What you are asked to do:
Give the number of lines in the data that hold the word "Bento", and nothing else.

(Data to process Opens)

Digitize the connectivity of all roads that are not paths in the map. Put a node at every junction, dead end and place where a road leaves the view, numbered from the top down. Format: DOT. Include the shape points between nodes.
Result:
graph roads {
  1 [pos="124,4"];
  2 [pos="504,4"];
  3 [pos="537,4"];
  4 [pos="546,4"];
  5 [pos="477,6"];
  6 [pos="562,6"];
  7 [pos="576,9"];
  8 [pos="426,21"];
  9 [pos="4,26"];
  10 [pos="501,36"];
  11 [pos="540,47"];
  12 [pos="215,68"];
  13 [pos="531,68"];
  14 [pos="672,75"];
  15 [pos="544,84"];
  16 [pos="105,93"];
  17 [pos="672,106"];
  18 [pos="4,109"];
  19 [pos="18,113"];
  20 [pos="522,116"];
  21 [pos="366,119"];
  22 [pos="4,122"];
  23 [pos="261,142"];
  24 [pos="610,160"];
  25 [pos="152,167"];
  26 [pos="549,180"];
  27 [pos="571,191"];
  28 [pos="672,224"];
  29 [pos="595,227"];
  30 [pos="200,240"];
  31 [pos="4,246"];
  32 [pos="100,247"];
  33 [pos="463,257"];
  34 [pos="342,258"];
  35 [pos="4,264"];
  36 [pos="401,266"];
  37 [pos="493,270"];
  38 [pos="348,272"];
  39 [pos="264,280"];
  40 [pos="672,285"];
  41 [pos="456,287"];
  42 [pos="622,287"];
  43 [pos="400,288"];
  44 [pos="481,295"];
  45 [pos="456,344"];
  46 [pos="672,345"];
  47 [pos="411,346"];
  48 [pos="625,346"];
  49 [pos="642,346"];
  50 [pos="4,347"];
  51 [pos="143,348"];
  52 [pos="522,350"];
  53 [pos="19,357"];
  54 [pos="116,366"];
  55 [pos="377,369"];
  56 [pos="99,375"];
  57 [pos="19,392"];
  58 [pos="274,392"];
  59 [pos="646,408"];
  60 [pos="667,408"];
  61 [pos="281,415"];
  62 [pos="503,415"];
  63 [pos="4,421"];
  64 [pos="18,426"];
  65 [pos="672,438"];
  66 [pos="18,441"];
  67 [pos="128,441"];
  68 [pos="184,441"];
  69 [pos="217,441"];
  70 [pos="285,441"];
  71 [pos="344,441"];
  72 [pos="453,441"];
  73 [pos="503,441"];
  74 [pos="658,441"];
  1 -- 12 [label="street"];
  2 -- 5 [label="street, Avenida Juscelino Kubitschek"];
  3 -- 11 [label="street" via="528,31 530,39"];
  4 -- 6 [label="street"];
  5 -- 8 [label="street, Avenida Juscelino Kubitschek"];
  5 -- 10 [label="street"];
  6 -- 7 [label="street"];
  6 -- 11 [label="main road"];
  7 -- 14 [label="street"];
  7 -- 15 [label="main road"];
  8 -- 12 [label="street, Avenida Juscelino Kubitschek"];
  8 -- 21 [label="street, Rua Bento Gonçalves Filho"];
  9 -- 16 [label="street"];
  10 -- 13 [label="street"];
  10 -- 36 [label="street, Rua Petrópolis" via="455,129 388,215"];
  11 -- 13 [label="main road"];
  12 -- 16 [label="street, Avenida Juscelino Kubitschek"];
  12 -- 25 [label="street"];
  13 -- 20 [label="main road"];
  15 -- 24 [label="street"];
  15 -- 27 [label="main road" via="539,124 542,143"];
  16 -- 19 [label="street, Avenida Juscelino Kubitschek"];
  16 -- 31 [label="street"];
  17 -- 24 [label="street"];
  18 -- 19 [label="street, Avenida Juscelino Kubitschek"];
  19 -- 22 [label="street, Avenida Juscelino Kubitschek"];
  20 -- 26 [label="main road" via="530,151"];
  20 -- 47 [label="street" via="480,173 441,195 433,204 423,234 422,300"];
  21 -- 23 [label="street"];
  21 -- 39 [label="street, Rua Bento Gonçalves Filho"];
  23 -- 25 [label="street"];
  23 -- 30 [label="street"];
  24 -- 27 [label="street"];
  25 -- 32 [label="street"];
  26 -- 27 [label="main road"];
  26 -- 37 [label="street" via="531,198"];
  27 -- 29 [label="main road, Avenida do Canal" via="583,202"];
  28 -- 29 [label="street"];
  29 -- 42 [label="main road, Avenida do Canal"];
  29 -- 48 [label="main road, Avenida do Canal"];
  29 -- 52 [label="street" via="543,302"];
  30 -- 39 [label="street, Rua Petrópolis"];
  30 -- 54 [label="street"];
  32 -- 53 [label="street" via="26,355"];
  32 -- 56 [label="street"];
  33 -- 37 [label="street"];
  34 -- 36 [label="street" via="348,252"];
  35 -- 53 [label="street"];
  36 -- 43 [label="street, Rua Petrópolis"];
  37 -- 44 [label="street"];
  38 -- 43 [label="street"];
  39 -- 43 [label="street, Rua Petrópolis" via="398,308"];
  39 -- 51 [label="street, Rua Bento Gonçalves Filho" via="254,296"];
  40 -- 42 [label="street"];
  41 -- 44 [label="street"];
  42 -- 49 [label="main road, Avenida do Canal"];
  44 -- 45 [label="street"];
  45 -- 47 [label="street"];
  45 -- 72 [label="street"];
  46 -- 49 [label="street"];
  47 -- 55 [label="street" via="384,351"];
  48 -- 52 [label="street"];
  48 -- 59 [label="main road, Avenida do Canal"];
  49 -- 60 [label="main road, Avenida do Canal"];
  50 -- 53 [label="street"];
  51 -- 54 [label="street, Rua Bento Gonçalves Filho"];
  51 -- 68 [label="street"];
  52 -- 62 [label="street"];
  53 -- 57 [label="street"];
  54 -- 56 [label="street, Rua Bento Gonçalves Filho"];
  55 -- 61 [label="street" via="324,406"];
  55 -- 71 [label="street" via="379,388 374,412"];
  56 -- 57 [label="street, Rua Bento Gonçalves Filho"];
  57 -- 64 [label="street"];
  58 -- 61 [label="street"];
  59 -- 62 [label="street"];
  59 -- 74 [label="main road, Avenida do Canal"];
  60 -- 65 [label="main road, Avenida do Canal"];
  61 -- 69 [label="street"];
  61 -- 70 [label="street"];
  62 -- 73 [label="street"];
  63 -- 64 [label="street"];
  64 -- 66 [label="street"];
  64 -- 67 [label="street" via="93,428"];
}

(Data to process Closes)

Response area:
6